Radiology Unit, Department of Diagnostic and Preventive Medicine, Sant' Orsola Malpighi University Hospital, Bologna, Italy.
Radiol Med. 2020 Jun;125(6):517-521. doi: 10.1007/s11547-020-01135-9. Epub 2020 Jan 31.
The aim of the paper is to find an answer to the question "Who or what is responsible for the benefits and harms of using artificial intelligence in radiology?" When human beings make decisions, the action itself is normally connected with a direct responsibility by the agent who generated the action. You have an effect on others, and therefore, you are responsible for what you do and what you decide to do. But if you do not do this yourself, but an artificial intelligence system, it becomes difficult and important to be able to ascribe responsibility when something goes wrong. The manuscript addresses the following statements: (1) using AI, the radiologist is responsible for the diagnosis; (2) radiologists must be trained on the use of AI since they are responsible for the actions of machines; (3) radiologists involved in R&D have the responsibility to guide the respect of rules for a trustworthy AI; (4) radiologist responsibility is at risk of validating the unknown (black box); (5) radiologist decision may be biased by the AI automation; (6)risk of a paradox: increasing AI tools to compensate the lack of radiologists; (7) need of informed consent and quality measures. Future legislation must outline the contours of the professional's responsibility, with respect to the provision of the service performed autonomously by AI, balancing the professional's ability to influence and therefore correct the machine, limiting the sphere of autonomy that instead technological evolution would like to recognize to robots.

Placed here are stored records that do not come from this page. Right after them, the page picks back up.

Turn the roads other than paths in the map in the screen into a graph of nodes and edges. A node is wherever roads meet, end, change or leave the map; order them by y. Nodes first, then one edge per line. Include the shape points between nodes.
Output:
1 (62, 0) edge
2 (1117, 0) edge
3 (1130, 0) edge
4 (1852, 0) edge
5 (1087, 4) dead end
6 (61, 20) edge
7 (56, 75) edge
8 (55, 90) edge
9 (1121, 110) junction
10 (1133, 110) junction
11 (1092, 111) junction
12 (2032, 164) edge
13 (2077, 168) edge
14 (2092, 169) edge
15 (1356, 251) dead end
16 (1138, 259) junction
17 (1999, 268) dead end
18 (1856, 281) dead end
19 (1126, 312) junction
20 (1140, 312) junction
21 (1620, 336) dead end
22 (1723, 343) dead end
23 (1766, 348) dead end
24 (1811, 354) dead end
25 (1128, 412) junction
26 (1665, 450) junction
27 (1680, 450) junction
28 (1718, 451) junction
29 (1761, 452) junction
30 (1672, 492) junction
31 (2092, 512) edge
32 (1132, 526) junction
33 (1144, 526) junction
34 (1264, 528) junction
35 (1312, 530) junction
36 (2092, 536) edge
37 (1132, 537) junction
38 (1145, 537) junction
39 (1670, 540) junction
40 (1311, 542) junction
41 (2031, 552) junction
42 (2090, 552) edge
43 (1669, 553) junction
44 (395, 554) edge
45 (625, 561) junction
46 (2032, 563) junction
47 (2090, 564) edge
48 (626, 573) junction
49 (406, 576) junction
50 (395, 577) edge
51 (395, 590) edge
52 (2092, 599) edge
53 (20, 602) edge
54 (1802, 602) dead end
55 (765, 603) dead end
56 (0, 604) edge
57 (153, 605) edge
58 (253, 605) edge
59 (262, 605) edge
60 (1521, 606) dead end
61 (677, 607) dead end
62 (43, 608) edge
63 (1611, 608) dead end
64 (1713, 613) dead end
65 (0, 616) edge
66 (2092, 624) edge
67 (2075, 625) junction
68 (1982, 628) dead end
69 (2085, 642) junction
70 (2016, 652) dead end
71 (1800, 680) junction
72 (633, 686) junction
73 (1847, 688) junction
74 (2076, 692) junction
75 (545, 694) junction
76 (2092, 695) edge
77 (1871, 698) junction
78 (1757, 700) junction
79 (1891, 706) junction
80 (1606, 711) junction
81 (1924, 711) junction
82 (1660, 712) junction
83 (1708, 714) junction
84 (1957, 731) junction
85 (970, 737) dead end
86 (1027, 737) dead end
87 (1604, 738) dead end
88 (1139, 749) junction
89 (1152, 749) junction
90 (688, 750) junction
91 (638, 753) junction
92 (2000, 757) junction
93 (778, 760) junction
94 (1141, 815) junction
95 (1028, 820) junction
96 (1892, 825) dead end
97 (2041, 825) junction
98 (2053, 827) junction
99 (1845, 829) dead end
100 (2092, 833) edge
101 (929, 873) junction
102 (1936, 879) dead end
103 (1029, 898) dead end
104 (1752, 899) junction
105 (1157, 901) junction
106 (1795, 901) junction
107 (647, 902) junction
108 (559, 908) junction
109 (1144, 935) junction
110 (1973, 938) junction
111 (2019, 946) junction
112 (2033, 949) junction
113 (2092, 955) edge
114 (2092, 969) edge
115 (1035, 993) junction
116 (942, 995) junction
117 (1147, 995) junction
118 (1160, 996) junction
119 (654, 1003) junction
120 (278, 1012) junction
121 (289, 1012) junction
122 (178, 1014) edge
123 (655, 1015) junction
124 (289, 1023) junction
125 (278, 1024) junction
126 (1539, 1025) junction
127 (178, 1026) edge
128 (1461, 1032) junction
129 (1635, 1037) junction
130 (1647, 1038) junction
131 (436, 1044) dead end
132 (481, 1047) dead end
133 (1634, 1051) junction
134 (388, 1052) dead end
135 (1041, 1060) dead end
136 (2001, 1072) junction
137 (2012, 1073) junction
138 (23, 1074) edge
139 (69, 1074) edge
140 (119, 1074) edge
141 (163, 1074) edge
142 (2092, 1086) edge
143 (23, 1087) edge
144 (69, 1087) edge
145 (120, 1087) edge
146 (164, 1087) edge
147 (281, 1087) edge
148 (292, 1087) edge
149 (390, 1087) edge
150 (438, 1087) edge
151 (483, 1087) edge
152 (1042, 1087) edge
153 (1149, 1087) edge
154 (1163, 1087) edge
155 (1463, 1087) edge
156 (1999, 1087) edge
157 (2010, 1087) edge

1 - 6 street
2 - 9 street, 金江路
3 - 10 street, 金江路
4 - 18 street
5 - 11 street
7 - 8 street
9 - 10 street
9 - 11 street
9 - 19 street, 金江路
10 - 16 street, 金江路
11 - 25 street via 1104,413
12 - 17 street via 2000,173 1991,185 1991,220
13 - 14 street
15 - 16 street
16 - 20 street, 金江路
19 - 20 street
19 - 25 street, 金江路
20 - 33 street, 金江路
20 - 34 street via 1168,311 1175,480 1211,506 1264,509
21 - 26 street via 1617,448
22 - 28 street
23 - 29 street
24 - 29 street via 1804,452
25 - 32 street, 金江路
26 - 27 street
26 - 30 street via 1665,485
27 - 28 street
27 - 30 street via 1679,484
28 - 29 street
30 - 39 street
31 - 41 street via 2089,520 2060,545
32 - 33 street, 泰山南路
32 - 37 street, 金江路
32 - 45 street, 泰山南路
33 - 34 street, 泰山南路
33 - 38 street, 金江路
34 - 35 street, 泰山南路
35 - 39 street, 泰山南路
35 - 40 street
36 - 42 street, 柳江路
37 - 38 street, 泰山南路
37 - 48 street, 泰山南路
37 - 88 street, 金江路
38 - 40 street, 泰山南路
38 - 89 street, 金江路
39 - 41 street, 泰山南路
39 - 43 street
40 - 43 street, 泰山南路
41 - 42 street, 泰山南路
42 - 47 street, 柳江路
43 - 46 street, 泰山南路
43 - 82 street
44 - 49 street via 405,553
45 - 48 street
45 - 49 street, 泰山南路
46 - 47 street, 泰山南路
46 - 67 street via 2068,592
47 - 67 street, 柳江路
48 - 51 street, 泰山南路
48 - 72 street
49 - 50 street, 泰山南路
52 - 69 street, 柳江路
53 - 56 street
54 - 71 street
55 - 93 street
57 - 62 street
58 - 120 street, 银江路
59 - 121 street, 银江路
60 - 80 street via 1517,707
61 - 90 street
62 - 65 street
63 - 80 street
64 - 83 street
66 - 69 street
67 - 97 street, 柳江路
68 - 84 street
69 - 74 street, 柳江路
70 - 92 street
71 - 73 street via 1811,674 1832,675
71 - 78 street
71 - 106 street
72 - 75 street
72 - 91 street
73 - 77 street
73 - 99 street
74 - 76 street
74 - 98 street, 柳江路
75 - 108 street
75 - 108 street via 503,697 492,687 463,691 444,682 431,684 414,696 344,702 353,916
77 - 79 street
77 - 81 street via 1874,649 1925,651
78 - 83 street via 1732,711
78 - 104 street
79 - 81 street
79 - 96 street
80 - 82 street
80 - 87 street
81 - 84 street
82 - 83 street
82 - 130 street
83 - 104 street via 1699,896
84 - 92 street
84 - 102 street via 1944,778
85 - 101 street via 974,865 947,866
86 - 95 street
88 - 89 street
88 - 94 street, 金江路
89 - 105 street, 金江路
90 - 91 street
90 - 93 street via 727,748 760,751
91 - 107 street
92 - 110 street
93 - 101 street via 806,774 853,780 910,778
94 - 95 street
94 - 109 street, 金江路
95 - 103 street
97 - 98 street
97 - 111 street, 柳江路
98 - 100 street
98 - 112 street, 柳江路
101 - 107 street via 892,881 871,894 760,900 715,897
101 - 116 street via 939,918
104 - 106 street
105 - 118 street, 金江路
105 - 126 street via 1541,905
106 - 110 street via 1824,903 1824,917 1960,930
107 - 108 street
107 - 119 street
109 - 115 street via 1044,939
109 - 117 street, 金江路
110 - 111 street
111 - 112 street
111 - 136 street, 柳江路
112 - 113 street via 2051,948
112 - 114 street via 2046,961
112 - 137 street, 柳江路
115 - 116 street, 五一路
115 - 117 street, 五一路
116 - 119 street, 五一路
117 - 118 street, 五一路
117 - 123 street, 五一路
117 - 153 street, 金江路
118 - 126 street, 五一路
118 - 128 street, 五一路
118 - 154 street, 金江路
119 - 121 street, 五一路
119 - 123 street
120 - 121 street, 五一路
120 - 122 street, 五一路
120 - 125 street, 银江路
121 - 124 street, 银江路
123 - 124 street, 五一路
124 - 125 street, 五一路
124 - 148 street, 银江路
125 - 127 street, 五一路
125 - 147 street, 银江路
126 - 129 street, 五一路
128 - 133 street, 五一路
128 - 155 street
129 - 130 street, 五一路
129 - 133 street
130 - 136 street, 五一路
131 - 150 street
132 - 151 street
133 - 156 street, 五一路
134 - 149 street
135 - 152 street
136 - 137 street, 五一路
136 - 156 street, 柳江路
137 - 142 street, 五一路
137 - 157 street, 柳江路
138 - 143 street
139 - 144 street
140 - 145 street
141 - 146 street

本文旨在回答“谁或什么应该为在放射学中使用人工智能的好处和危害负责?”当人类做出决策时,行动本身通常与产生该行动的代理人直接负责相关。你对他人有影响,因此,你要对自己的所作所为以及决定负责。但是,如果不是你自己,而是一个人工智能系统做出了决策,那么当出现问题时,就很难确定并追究责任。本文述及以下观点:(1)使用人工智能,放射科医生对诊断负责;(2)由于他们对机器的行为负责,放射科医生必须接受人工智能使用方面的培训;(3)参与研发的放射科医生有责任指导遵守值得信赖的人工智能规则;(4)放射科医生的责任面临验证未知(黑箱)的风险;(5)放射科医生的决策可能会受到 AI 自动化的影响;(6)存在悖论的风险:增加人工智能工具以弥补放射科医生的不足;(7)需要知情同意和质量措施。未来的立法必须勾勒出专业人员责任的轮廓,尊重人工智能自主提供的服务,平衡专业人员影响机器的能力,从而对其进行纠正,限制自主范围,而技术发展希望赋予机器人自主范围。